PROBLEM STATEMENT: Reply with exactly the lines from the one that contains "Digitize the connectivity" through the last line of the records below, and with no other lines.

Collected data entries:
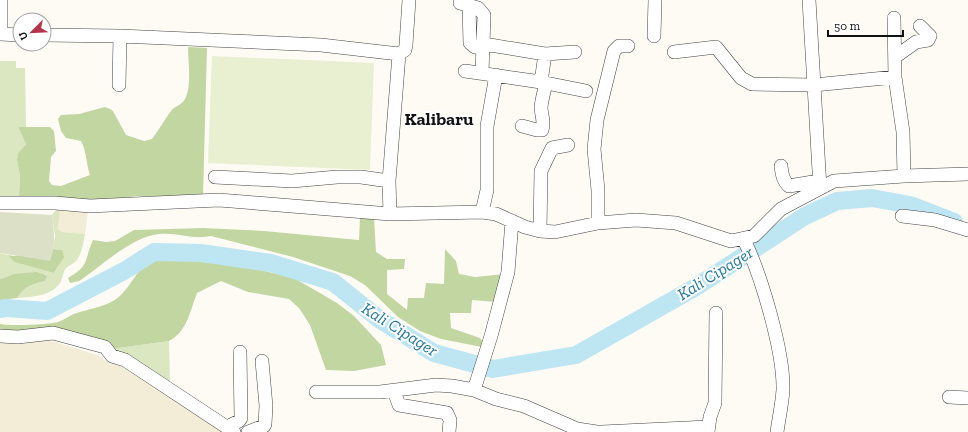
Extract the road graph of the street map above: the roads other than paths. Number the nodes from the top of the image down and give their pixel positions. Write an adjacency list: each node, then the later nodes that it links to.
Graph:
1 (1, 0): 8 (street)
2 (409, 0): 17 (street)
3 (655, 0): 12 (street)
4 (809, 0): 26 (street)
5 (464, 4): 13 (street)
6 (894, 18): 19 (street)
7 (920, 26): 19 (street)
8 (0, 34): 9 (street)
9 (12, 34)
10 (52, 35): 11 (street)
11 (120, 36): 17 (street); 25 (street)
12 (654, 36)
13 (484, 46): 18 (street); 21 (street)
14 (628, 46): 41 (street)
15 (575, 52): 18 (street)
16 (674, 52): 26 (street)
17 (399, 54): 34 (street)
18 (545, 54): 24 (street)
19 (895, 57): 23 (street)
20 (465, 71): 21 (street)
21 (482, 73): 22 (street)
22 (496, 75): 24 (street); 37 (street)
23 (895, 77): 26 (street); 32 (street)
24 (543, 82): 27 (street); 28 (street)
25 (119, 84)
26 (814, 85): 35 (street)
27 (586, 91)
28 (522, 126)
29 (568, 145): 43 (street)
30 (781, 166): 35 (street)
31 (968, 174): 32 (street)
32 (904, 176): 35 (street)
33 (214, 177): 34 (street)
34 (389, 181): 38 (street)
35 (819, 185): 44 (street)
36 (0, 203): 38 (street)
37 (482, 212): 38 (street); 40 (street)
38 (390, 214)
39 (902, 216): 42 (street)
40 (512, 221): 43 (street); 49 (street)
41 (598, 223): 43 (street); 44 (street)
42 (968, 230)
43 (540, 231)
44 (745, 242): 61 (street)
45 (716, 313): 56 (street)
46 (0, 336): 55 (street)
47 (240, 352): 55 (street)
48 (262, 361): 57 (street)
49 (476, 384): 50 (street); 54 (street)
50 (394, 391): 51 (street); 58 (street)
51 (316, 392)
52 (949, 397): 53 (street)
53 (968, 398)
54 (569, 428): 59 (street)
55 (230, 429)
56 (708, 429): 60 (street)
57 (248, 432)
58 (448, 432)
59 (597, 432)
60 (602, 432)
61 (777, 432)

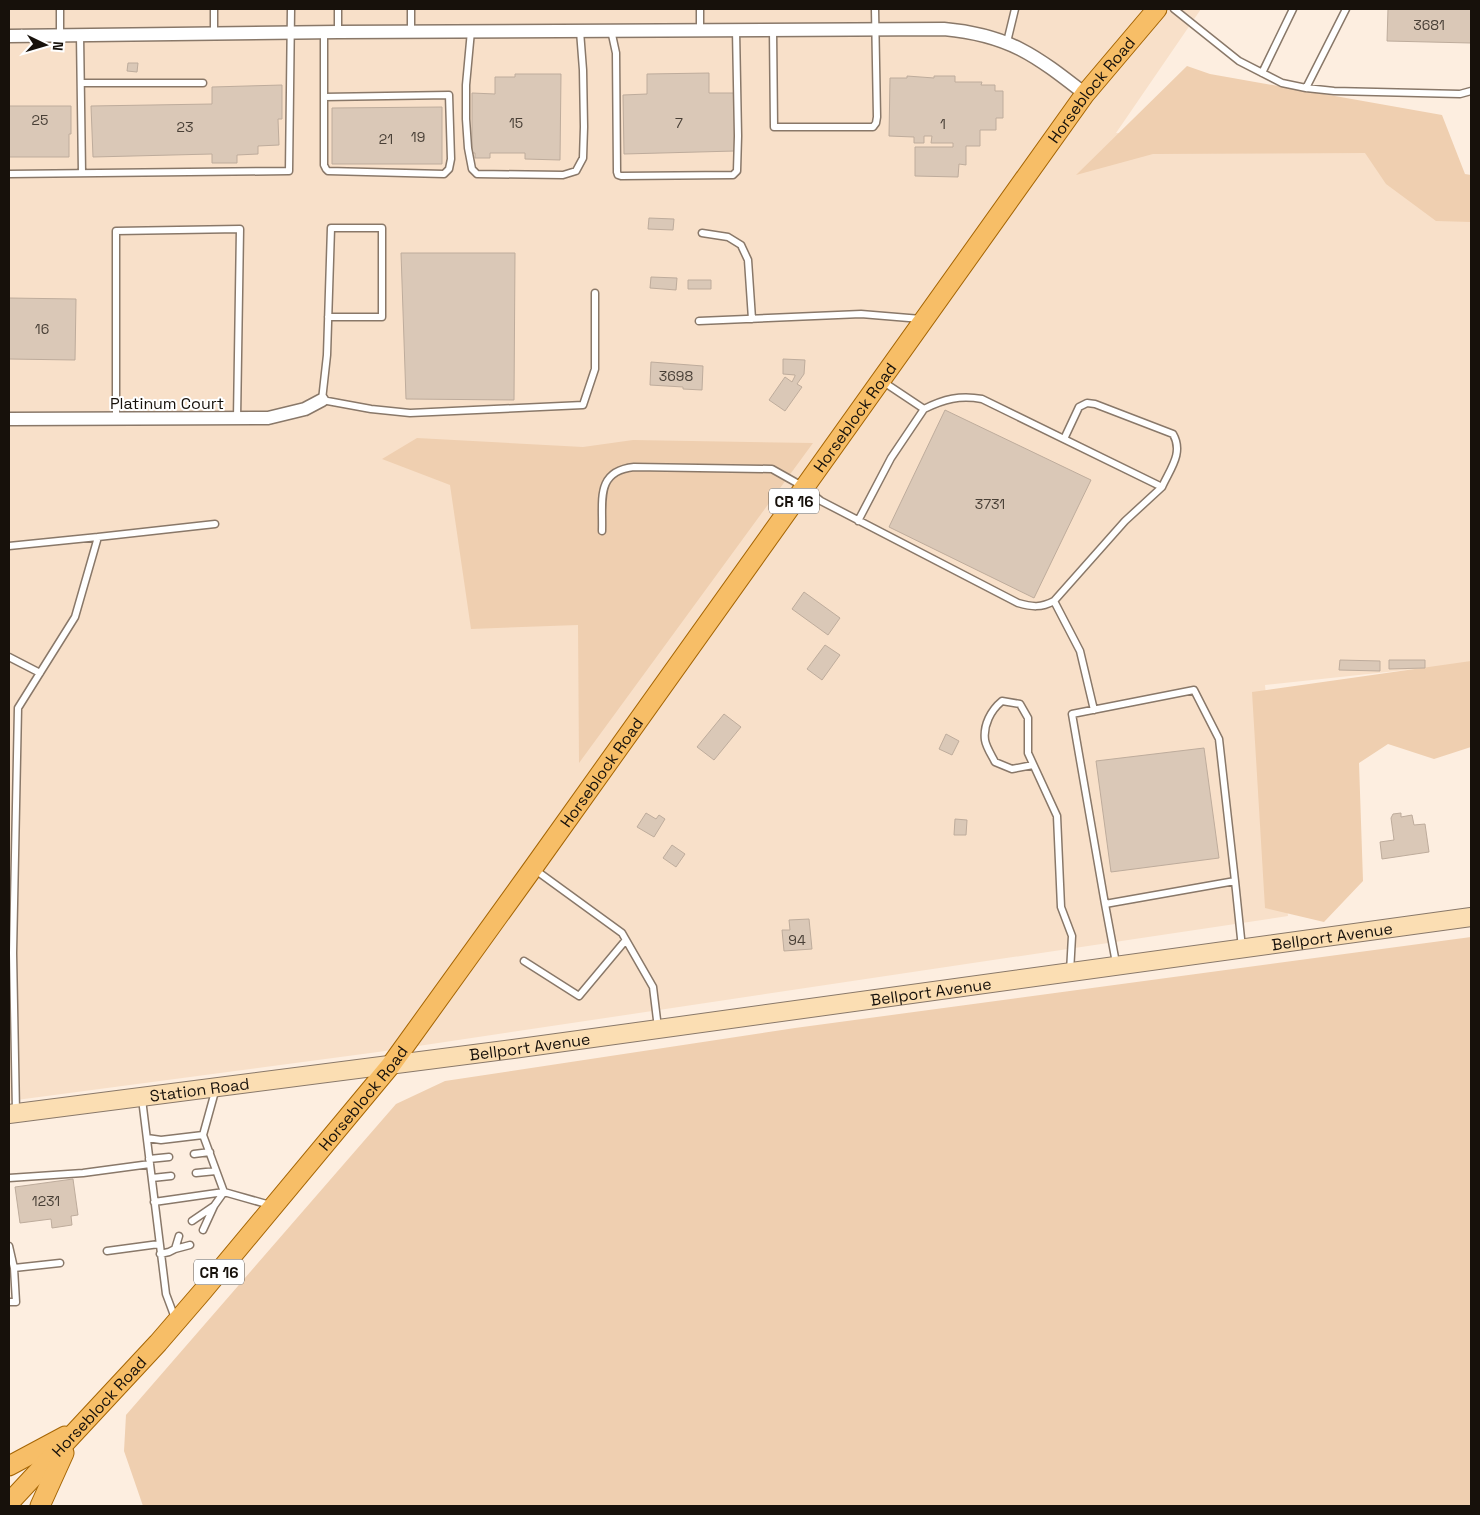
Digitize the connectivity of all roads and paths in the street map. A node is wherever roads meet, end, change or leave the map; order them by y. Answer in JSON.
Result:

YOUR SOLUTION:
Digitize the connectivity of all roads and paths in the street map. A node is wherever roads meet, end, change or leave the map; order them by y. Answer in JSON.
Result:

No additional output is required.